AmandaKennedy, "Center of Campus, Center of Life": When Henry David Thoreau wrote in “Walking,” “How womankind, who are confined to the house still more than men, stand it I do not know; but I have ground to suspect that most of them do not STAND it at all,” he must have been referring to Mawrtyrs.

eetong, "Wandering & wondering": I. For this walk, I felt restricted in my wanderings.

Max Turer, "A Guided Saunter": In order to walk through Bryn Mawr like Thoreau, I began at the center.

Sarah Shaw, "Blurred Boundaries": I’ve never been very good at wandering or walking without any sort of plan.

r. graham.barrett, "Blissfully Ignorant Wanderings": As I was about to begin my Thoreauvian walk around the Bryn Mawr campus, I considered briefly examining a map of the campus so I could get a better sense of where my walk might take me.

Smacholdt, "Turning in Circles": Nature is a world onto itself, but like anything it is impossible to observe impartially.
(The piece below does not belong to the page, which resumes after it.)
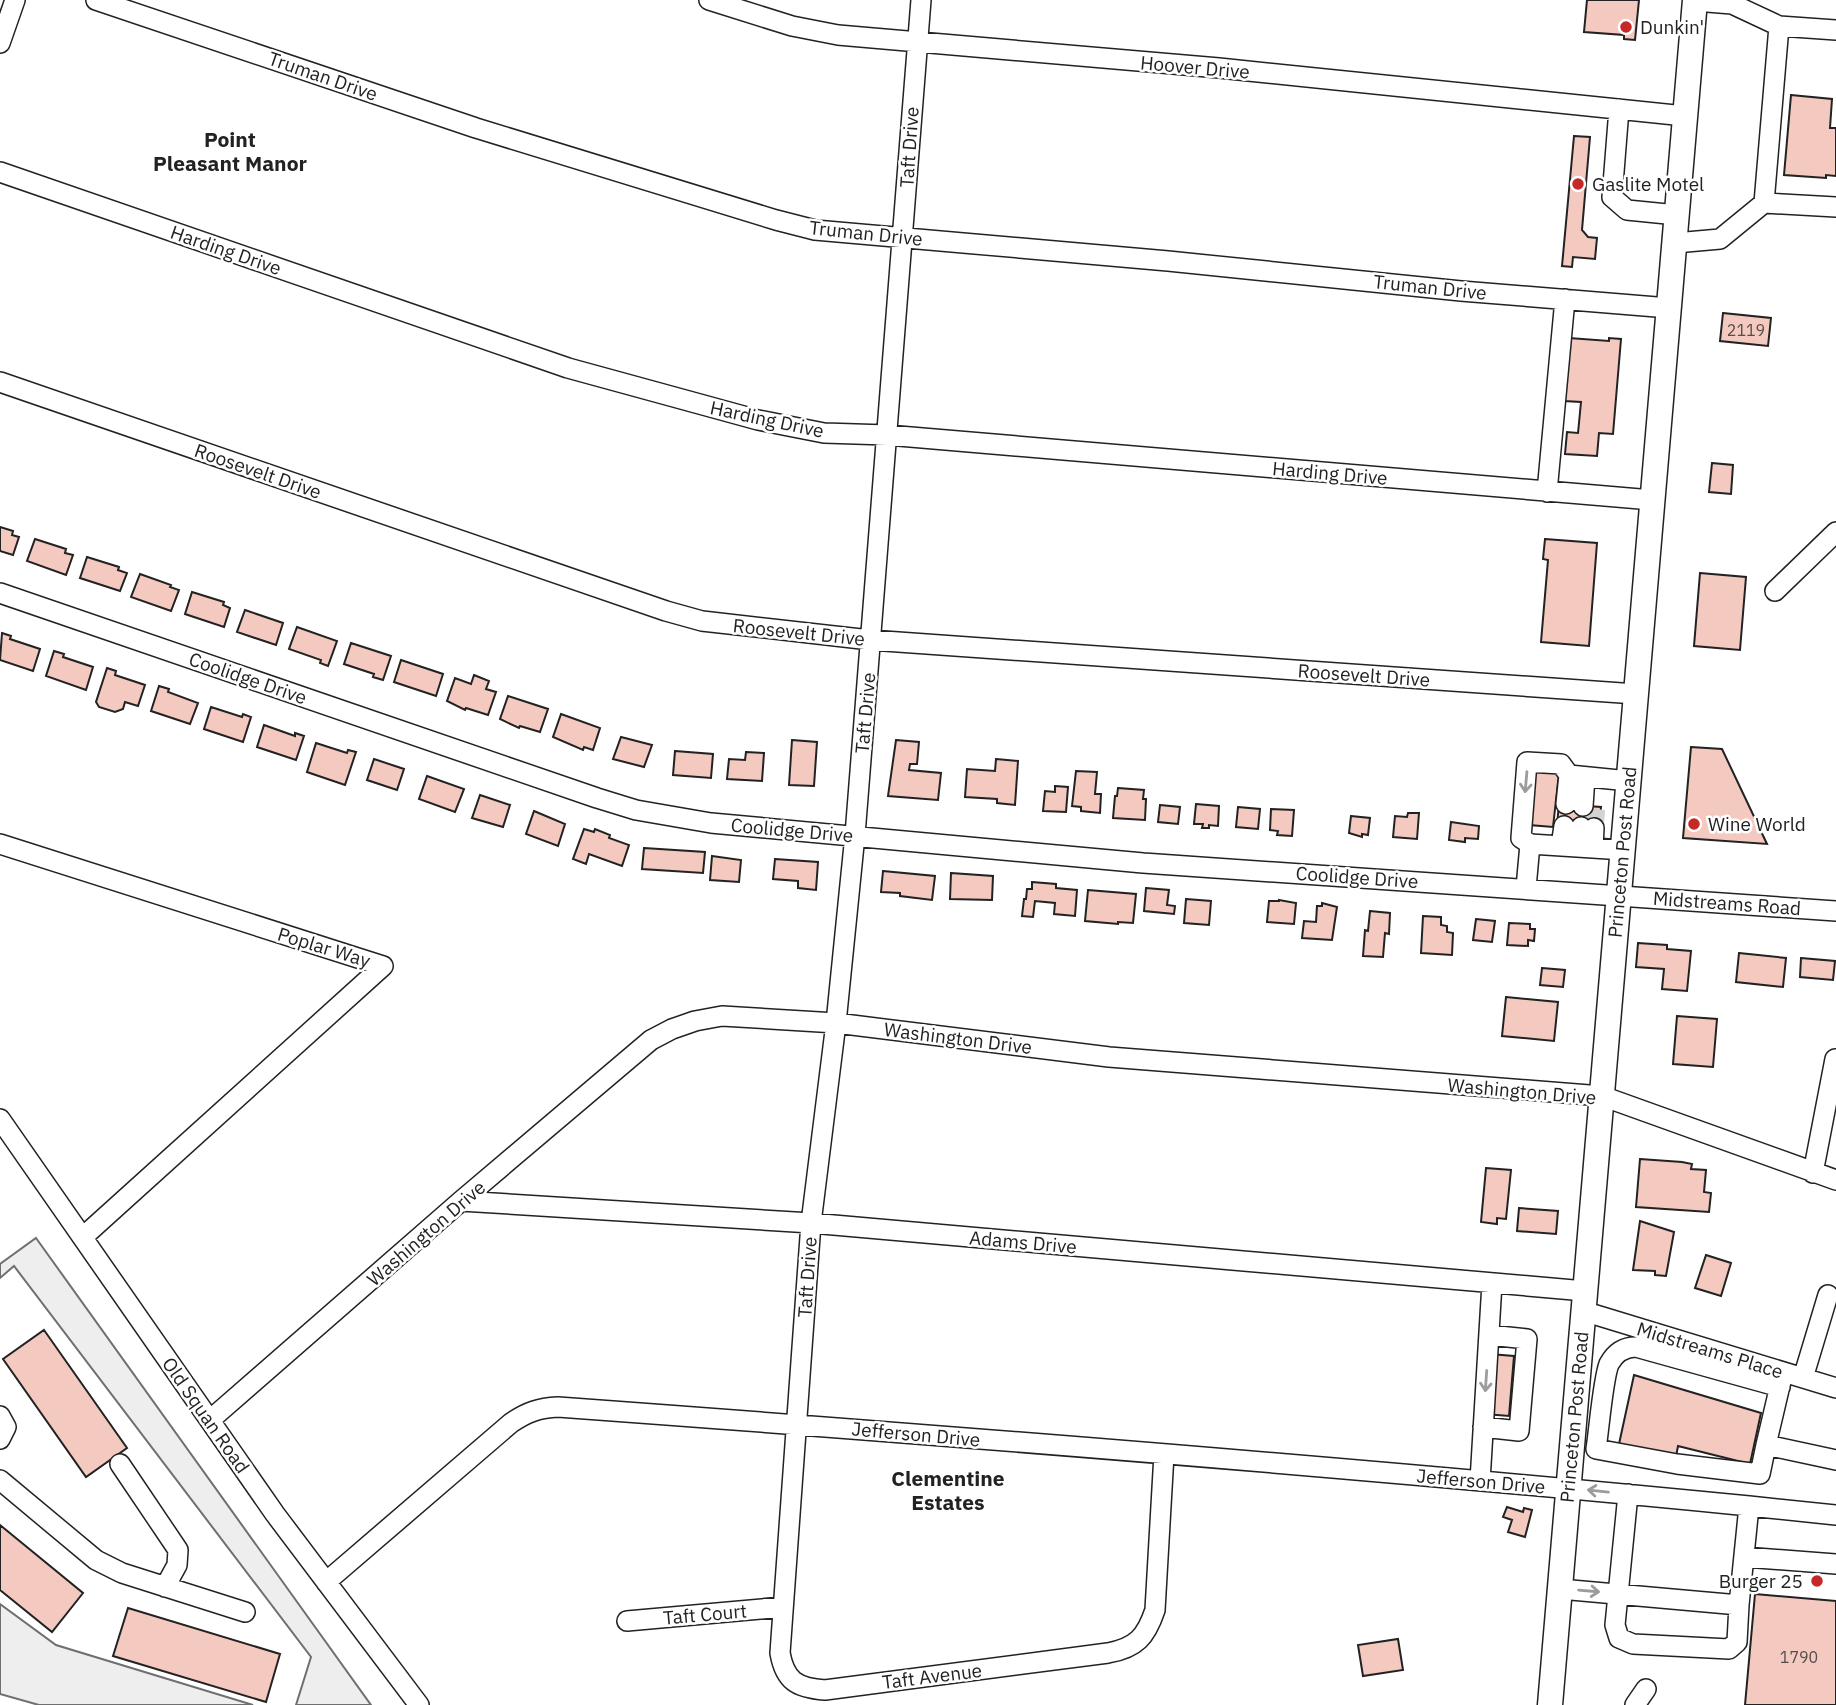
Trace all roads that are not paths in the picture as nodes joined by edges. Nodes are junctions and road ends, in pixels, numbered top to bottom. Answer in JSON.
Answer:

krysg, "West Philly Meander": It does not seem like there is a point in my day in which I go on a “proper” Thoreauvian walk; in fact, it does not seem that many places around me offer the possibility of walking without guided action.

Nan, "Centering Across Time": Late Spring, 1970 /Late Summer, 2012
What makes a place feel like a center of the campus?

How might your kind of writing figure the kind of walking you did?
What sort of prose might represent a "saunter"?
What sort of prose could represent a directed, goal-oriented walk?